Protest Servische politie tegen Joegoslavië-tribunaal
Een elite-eenheid van de Servische politie, de Rode Baretten, heeft gisteren negen uur lang een belangrijke brug in de Joegoslavische hoofdstad Belgrado geblokkeerd uit protest tegen de uitlevering van mensen die door het Joegoslavië-tribunaal worden gezocht. De politietroepen maakten uit eigener beweging een einde aan de actie.
Ongeveer honderd Rode Baretten reden voor dageraad met zo’n twintig pantserwagens naar de brug over de rivier de Sava. Hun commandanten zeiden dat zij vorige week door de regering zijn „misleid" toen zij meewerkten aan de arrestatie van de Bosnisch-Servische tweeling Predrag en Nenad Banovic, die daarna aan het Joegoslavië-tribunaal in Den Haag werden uitgeleverd.
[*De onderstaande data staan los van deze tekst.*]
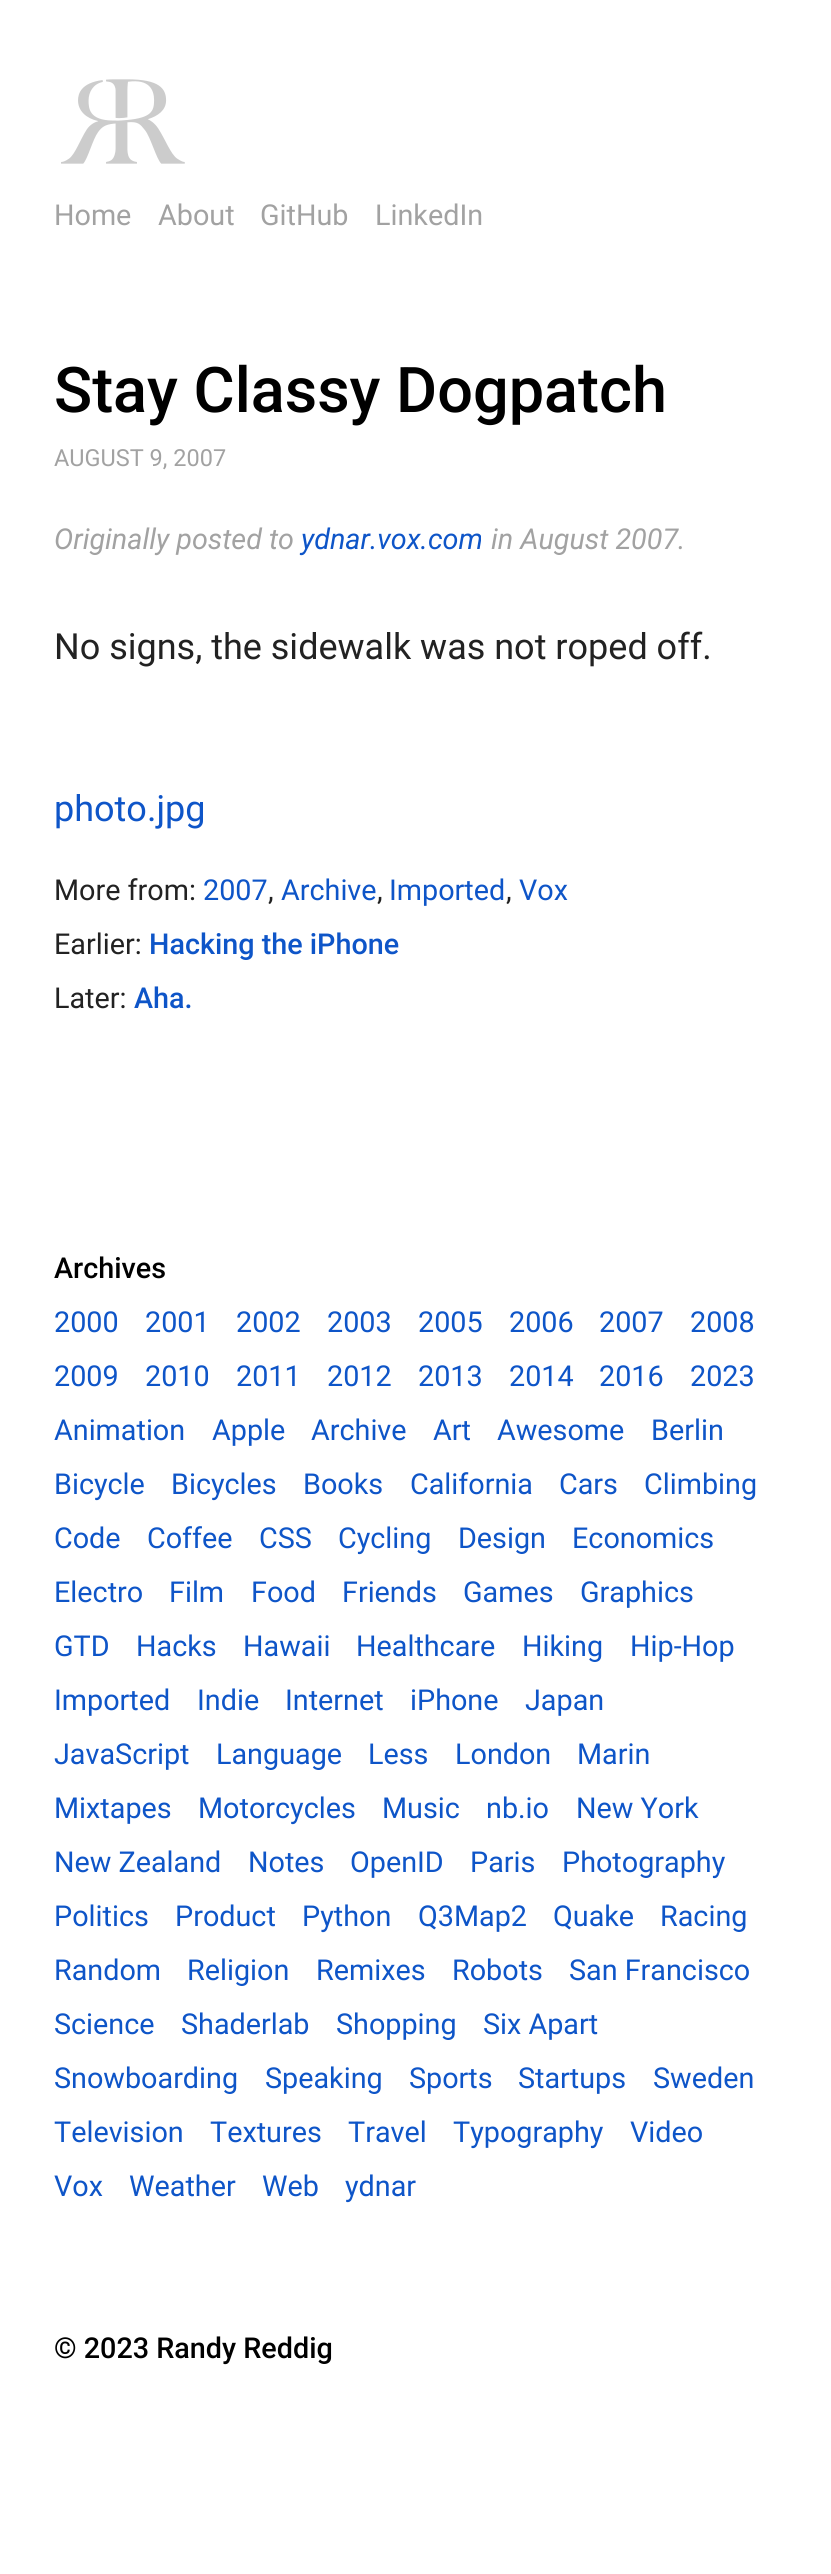 import math
import cairo

surface = cairo.ImageSurface(cairo.Format.RGB24, 831, 2574)
ctx = cairo.Context(surface)
options = cairo.FontOptions()
options.set_hint_metrics(cairo.HintMetrics.OFF)
options.set_hint_style(cairo.HintStyle.NONE)
ctx.set_font_options(options)
ctx.set_miter_limit(4)


def ink(r, g, b):
    ctx.set_source_rgb(r / 255, g / 255, b / 255)


def write(x, y, s, family, size, color, bold=False, italic=False):
    ctx.select_font_face(family, cairo.FontSlant.ITALIC if italic else cairo.FontSlant.NORMAL, cairo.FontWeight.BOLD if bold else cairo.FontWeight.NORMAL)
    ctx.set_font_size(size)
    ink(*color)
    ctx.move_to(x, y)
    ctx.show_text(s)


def paste(path, x, y, w, h):
    ctx.save()
    ctx.set_source_surface(cairo.ImageSurface.create_from_png(path), x, y)
    ctx.rectangle(x, y, w, h)
    ctx.fill()
    ctx.restore()


s1 = dict(family="Roboto", size=28.75, color=(162, 162, 162))
s2 = dict(family="Roboto Medium", size=63, color=(0, 0, 0))
s3 = dict(family="Roboto", size=23.5, color=(162, 162, 162))
s4 = dict(family="Roboto", size=28.75, color=(162, 162, 162), italic=True)
s5 = dict(family="Roboto", size=28.75, color=(14, 85, 200), italic=True)
s6 = dict(family="Roboto", size=36, color=(34, 34, 34))
s7 = dict(family="Roboto", size=36, color=(14, 85, 200))
s8 = dict(family="Roboto", size=28.75, color=(34, 34, 34))
s9 = dict(family="Roboto", size=28.75, color=(14, 85, 200))
s10 = dict(family="Roboto Medium", size=28.75, color=(14, 85, 200))
s11 = dict(family="Roboto Medium", size=28.75, color=(0, 0, 0))

ink(255, 255, 255)
ctx.paint()
paste("pic1.png", 61, 79, 124, 85)
write(54, 225, "Home", **s1)
write(158, 225, "About", **s1)
write(260, 225, "GitHub", **s1)
write(375, 225, "LinkedIn", **s1)
write(54, 412, "Stay Classy Dogpatch", **s2)
write(54, 466, "AUGUST 9, 2007", **s3)
write(54, 549, "Originally posted to", **s4)
write(301, 549, "ydnar.vox.com", **s5)
write(491, 549, "in August 2007.", **s4)
write(54, 659, "No signs, the sidewalk was not roped off.", **s6)
write(54, 821, "photo.jpg", **s7)
write(54, 900, "More from:", **s8)
write(203, 900, "2007", **s9)
write(268, 900, ",", **s8)
write(281, 900, "Archive", **s9)
write(377, 900, ",", **s8)
write(389, 900, "Imported", **s9)
write(506, 900, ",", **s8)
write(519, 900, "Vox", **s9)
write(54, 954, "Earlier:", **s8)
write(149, 954, "Hacking the iPhone", **s10)
write(54, 1008, "Later:", **s8)
write(134, 1008, "Aha.", **s10)
write(54, 1278, "Archives", **s11)
write(54, 1332, "2000", **s9)
write(145, 1332, "2001", **s9)
write(236, 1332, "2002", **s9)
write(327, 1332, "2003", **s9)
write(418, 1332, "2005", **s9)
write(509, 1332, "2006", **s9)
write(599, 1332, "2007", **s9)
write(690, 1332, "2008", **s9)
write(54, 1386, "2009", **s9)
write(145, 1386, "2010", **s9)
write(236, 1386, "2011", **s9)
write(327, 1386, "2012", **s9)
write(418, 1386, "2013", **s9)
write(509, 1386, "2014", **s9)
write(599, 1386, "2016", **s9)
write(690, 1386, "2023", **s9)
write(54, 1440, "Animation", **s9)
write(212, 1440, "Apple", **s9)
write(311, 1440, "Archive", **s9)
write(433, 1440, "Art", **s9)
write(497, 1440, "Awesome", **s9)
write(651, 1440, "Berlin", **s9)
write(54, 1494, "Bicycle", **s9)
write(171, 1494, "Bicycles", **s9)
write(303, 1494, "Books", **s9)
write(410, 1494, "California", **s9)
write(559, 1494, "Cars", **s9)
write(644, 1494, "Climbing", **s9)
write(54, 1548, "Code", **s9)
write(147, 1548, "Coffee", **s9)
write(259, 1548, "CSS", **s9)
write(338, 1548, "Cycling", **s9)
write(458, 1548, "Design", **s9)
write(572, 1548, "Economics", **s9)
write(54, 1602, "Electro", **s9)
write(169, 1602, "Film", **s9)
write(251, 1602, "Food", **s9)
write(342, 1602, "Friends", **s9)
write(463, 1602, "Games", **s9)
write(580, 1602, "Graphics", **s9)
write(54, 1656, "GTD", **s9)
write(136, 1656, "Hacks", **s9)
write(243, 1656, "Hawaii", **s9)
write(356, 1656, "Healthcare", **s9)
write(522, 1656, "Hiking", **s9)
write(630, 1656, "Hip-Hop", **s9)
write(54, 1710, "Imported", **s9)
write(197, 1710, "Indie", **s9)
write(285, 1710, "Internet", **s9)
write(410, 1710, "iPhone", **s9)
write(525, 1710, "Japan", **s9)
write(54, 1764, "JavaScript", **s9)
write(216, 1764, "Language", **s9)
write(368, 1764, "Less", **s9)
write(455, 1764, "London", **s9)
write(577, 1764, "Marin", **s9)
write(54, 1818, "Mixtapes", **s9)
write(198, 1818, "Motorcycles", **s9)
write(382, 1818, "Music", **s9)
write(486, 1818, "nb.io", **s9)
write(576, 1818, "New York", **s9)
write(54, 1872, "New Zealand", **s9)
write(248, 1872, "Notes", **s9)
write(350, 1872, "OpenID", **s9)
write(470, 1872, "Paris", **s9)
write(562, 1872, "Photography", **s9)
write(54, 1926, "Politics", **s9)
write(175, 1926, "Product", **s9)
write(302, 1926, "Python", **s9)
write(418, 1926, "Q3Map2", **s9)
write(553, 1926, "Quake", **s9)
write(660, 1926, "Racing", **s9)
write(54, 1980, "Random", **s9)
write(187, 1980, "Religion", **s9)
write(316, 1980, "Remixes", **s9)
write(452, 1980, "Robots", **s9)
write(569, 1980, "San Francisco", **s9)
write(54, 2034, "Science", **s9)
write(181, 2034, "Shaderlab", **s9)
write(336, 2034, "Shopping", **s9)
write(483, 2034, "Six Apart", **s9)
write(54, 2088, "Snowboarding", **s9)
write(265, 2088, "Speaking", **s9)
write(409, 2088, "Sports", **s9)
write(518, 2088, "Startups", **s9)
write(653, 2088, "Sweden", **s9)
write(54, 2142, "Television", **s9)
write(210, 2142, "Textures", **s9)
write(348, 2142, "Travel", **s9)
write(453, 2142, "Typography", **s9)
write(630, 2142, "Video", **s9)
write(54, 2196, "Vox", **s9)
write(129, 2196, "Weather", **s9)
write(262, 2196, "Web", **s9)
write(345, 2196, "ydnar", **s9)
write(54, 2358, "© 2023 Randy Reddig", **s11)
surface.write_to_png("screenshot.png")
Zij eisten het aftreden van de verantwoordelijke minister, Dusan Mihajlovic van Binnenlandse Zaken.
De blokkade veroorzaakte grote verkeersoverlast in de hoofdstad, waaraan pas een einde kwam nadat de manschappen hun spullen hadden gepakt en in de richting van hun basis 100 kilometer ten noorden van Belgrado waren vertrokken.
Het was de derde actie van de Rode Baretten sinds de arrestatie van de broers Banovic, vorige week donderdag op een markt bij Belgrado. Zaterdag blokkeerden zij een autoweg naar Hongarije en vrijdag barricadeerden zij zichzelf in hun opleidingscentrum in het noorden van Servië.
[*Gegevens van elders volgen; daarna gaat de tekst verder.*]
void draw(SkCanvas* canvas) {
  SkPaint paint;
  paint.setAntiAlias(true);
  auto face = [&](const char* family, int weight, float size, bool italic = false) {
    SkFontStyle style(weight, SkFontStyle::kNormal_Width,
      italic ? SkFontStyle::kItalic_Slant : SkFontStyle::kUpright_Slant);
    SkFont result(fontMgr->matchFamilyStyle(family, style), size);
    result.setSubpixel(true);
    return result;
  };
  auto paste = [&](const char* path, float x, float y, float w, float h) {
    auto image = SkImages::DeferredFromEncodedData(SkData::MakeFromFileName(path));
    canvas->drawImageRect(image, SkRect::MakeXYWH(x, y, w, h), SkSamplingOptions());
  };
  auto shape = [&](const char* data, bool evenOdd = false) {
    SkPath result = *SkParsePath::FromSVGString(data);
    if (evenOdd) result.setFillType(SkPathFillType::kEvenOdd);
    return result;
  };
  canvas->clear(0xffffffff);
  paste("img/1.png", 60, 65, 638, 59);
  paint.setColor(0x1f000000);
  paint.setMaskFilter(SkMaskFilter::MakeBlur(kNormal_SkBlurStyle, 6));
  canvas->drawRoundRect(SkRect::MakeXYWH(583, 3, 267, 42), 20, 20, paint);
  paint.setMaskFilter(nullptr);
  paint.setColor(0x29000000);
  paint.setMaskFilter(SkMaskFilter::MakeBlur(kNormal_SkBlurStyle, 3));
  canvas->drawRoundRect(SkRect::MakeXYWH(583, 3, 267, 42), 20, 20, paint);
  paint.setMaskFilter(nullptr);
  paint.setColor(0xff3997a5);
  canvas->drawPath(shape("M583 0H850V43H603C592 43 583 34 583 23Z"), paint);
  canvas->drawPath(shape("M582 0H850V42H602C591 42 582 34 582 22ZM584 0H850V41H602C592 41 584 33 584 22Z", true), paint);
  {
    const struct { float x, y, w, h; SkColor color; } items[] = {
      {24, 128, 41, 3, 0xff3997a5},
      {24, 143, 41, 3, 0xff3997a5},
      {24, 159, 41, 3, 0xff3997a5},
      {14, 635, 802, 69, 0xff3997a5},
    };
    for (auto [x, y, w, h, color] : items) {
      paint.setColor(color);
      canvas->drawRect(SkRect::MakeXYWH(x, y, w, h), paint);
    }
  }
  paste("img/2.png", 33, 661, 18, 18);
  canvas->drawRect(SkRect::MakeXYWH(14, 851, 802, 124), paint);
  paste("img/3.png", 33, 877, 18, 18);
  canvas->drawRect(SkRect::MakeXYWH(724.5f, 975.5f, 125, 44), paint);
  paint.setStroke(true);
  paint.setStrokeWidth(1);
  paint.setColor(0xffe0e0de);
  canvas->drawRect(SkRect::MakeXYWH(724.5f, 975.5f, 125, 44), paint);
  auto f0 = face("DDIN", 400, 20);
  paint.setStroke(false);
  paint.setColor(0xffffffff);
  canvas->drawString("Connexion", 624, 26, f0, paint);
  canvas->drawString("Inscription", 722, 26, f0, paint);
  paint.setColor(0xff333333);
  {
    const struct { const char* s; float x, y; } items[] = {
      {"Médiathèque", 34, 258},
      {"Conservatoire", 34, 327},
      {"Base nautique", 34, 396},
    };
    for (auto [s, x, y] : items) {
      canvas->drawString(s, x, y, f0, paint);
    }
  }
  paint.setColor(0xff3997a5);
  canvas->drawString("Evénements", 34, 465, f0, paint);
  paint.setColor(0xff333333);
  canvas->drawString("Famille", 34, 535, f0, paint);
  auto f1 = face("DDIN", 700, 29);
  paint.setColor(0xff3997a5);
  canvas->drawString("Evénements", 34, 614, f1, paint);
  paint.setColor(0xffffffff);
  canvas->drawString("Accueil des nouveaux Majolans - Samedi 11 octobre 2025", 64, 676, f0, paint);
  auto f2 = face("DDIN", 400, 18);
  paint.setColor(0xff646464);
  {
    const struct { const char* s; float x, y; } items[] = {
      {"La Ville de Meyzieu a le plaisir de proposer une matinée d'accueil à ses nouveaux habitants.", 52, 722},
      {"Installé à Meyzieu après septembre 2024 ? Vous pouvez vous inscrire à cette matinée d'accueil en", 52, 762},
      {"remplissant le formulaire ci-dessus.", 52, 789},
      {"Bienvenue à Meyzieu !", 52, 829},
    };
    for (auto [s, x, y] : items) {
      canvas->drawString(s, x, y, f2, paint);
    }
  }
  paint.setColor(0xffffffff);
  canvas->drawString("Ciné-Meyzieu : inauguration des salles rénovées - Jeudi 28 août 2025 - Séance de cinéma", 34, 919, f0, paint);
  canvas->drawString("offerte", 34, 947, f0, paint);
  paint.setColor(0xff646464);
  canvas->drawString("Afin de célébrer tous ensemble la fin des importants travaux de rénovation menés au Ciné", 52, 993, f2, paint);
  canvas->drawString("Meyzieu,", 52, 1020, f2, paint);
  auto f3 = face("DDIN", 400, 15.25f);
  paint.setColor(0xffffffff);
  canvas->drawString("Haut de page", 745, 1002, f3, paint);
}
Net als de Rode Baretten, beschouwen veel Serviërs het tribunaal als illegaal en bevooroordeeld. De nieuwe regering is er niet in geslaagd een wettig kader te scheppen voor de uitlevering van verdachten aan het tribunaal, vanwege oppositie door de nationalisten en de socialisten van ex-president Slobodan Milosevic.
Ook de Joegoslavische president, Vojislav Kostunica, meent dat uitlevering in feite illegaal is zolang er geen wettelijke regeling voor bestaat. Zijn rivaal, de Servische premier Zoran Djindjic, stelt zich op het standpunt dat er in feite geen extra wetgeving nodig is, omdat Joegoslavië als lidstaat van de VN gehouden is aan medewerking met het VN-hof.